Abstract
The switch-like character of the dynamics of genetic regulatory networks has attracted much attention from mathematical biologists and researchers on hybrid systems alike. While powerful techniques for the analysis, verification, and control of hybrid systems have been developed, the specificities of the biological application domain pose a number of challenges. In particular, while most networks of biological interest are large and complex, quantitative information on the kinetic parameters and molecular concentrations are usually absent.

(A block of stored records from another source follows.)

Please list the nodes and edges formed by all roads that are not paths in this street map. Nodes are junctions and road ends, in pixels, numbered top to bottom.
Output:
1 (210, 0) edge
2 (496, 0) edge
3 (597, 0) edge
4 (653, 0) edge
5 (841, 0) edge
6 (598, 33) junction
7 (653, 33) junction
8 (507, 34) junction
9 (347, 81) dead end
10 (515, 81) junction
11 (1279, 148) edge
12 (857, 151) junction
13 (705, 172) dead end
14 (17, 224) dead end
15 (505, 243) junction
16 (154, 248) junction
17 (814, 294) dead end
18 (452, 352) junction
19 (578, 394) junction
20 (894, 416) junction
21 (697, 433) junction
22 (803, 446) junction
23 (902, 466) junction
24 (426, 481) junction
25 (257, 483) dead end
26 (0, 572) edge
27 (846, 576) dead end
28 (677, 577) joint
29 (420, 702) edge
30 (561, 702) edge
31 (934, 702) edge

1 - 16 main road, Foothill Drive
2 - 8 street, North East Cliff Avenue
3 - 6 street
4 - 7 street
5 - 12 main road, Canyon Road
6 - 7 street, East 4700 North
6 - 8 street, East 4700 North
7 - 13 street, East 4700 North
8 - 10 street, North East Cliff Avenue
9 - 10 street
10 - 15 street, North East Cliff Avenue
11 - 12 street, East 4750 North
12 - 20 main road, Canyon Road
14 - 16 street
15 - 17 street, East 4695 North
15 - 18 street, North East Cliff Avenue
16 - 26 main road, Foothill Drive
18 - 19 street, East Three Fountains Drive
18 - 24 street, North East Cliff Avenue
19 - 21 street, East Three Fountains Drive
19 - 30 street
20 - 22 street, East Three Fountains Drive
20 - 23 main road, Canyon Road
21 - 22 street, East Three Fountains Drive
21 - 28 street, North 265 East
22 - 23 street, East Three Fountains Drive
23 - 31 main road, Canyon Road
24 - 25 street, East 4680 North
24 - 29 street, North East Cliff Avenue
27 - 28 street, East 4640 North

We introduce a method for the analysis of reachability properties of genetic regulatory networks that is based on a class of discontinuous piecewise-affine differential equations (PADE) well-adapted to the above constraints. More specifically, we introduce a partition of the phase space by hyperrectangular regions in each of which the derivatives of the concentration variables have a unique sign pattern. This partition forms the basis for the definition of a discrete abstraction transforming the continuous transition system associated with a PADE model into a discrete or qualitative transition system. The discrete transition system is a simulation of the continuous transition system, thus providing a conservative approximation of the qualitative dynamics of the network. Moreover, the discrete transition system can be easily computed in a symbolic manner from inequality constraints on the parameters.
The method has been implemented in a new prototype version of the computer tool Genetic Network Analyzer (GNA), which has been applied to the analysis of a regulatory system whose functioning is not well-understood by biologists, the nutritional stress response in the bacterium Escherichia coli.